> Activity
Where a line of the material includes the string "dead", copy that line.
╭──
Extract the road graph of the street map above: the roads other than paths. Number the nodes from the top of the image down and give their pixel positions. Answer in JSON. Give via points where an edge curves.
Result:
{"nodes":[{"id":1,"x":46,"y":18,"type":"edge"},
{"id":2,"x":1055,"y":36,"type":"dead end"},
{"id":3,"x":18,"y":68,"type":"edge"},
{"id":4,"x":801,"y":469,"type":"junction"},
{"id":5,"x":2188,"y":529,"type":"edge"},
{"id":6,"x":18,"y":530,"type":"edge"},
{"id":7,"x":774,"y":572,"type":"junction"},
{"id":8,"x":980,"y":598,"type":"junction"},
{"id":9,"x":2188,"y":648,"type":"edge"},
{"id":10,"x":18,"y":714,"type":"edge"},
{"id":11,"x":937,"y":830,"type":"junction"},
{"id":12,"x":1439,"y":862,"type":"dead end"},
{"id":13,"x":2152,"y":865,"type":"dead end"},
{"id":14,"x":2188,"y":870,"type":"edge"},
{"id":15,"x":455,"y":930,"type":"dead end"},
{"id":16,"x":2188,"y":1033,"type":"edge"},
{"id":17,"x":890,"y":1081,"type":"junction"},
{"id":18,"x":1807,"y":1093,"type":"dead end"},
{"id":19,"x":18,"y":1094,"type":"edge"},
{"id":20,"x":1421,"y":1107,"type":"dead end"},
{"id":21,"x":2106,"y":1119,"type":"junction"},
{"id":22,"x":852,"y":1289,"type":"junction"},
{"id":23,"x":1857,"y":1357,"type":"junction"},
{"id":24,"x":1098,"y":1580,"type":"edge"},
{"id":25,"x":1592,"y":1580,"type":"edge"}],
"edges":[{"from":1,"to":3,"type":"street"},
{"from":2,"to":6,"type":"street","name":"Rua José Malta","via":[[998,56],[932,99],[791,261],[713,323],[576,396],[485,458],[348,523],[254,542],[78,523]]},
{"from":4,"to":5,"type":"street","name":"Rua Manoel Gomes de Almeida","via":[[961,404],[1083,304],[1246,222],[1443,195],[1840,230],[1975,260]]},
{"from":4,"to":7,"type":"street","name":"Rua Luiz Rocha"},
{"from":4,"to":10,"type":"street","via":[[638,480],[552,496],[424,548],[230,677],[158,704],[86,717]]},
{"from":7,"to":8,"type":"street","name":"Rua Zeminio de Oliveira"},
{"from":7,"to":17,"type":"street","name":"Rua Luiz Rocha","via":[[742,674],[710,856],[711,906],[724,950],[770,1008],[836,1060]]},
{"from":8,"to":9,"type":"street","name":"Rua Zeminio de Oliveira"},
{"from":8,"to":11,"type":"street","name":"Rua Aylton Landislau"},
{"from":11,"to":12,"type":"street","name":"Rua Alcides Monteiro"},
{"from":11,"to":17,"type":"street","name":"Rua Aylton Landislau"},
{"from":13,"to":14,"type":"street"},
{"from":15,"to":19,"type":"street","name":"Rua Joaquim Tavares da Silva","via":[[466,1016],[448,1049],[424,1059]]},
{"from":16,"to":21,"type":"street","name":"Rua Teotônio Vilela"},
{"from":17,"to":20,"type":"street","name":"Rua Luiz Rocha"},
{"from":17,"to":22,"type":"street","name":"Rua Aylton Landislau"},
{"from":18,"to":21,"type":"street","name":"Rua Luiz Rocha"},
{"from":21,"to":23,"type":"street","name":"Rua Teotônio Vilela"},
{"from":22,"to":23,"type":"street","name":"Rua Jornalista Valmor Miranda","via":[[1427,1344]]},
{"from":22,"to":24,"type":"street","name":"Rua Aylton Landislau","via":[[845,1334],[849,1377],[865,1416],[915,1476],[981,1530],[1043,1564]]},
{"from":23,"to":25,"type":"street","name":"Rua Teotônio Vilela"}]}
╰──
> Answer section
{"id":2,"x":1055,"y":36,"type":"dead end"},
{"id":12,"x":1439,"y":862,"type":"dead end"},
{"id":13,"x":2152,"y":865,"type":"dead end"},
{"id":15,"x":455,"y":930,"type":"dead end"},
{"id":18,"x":1807,"y":1093,"type":"dead end"},
{"id":20,"x":1421,"y":1107,"type":"dead end"},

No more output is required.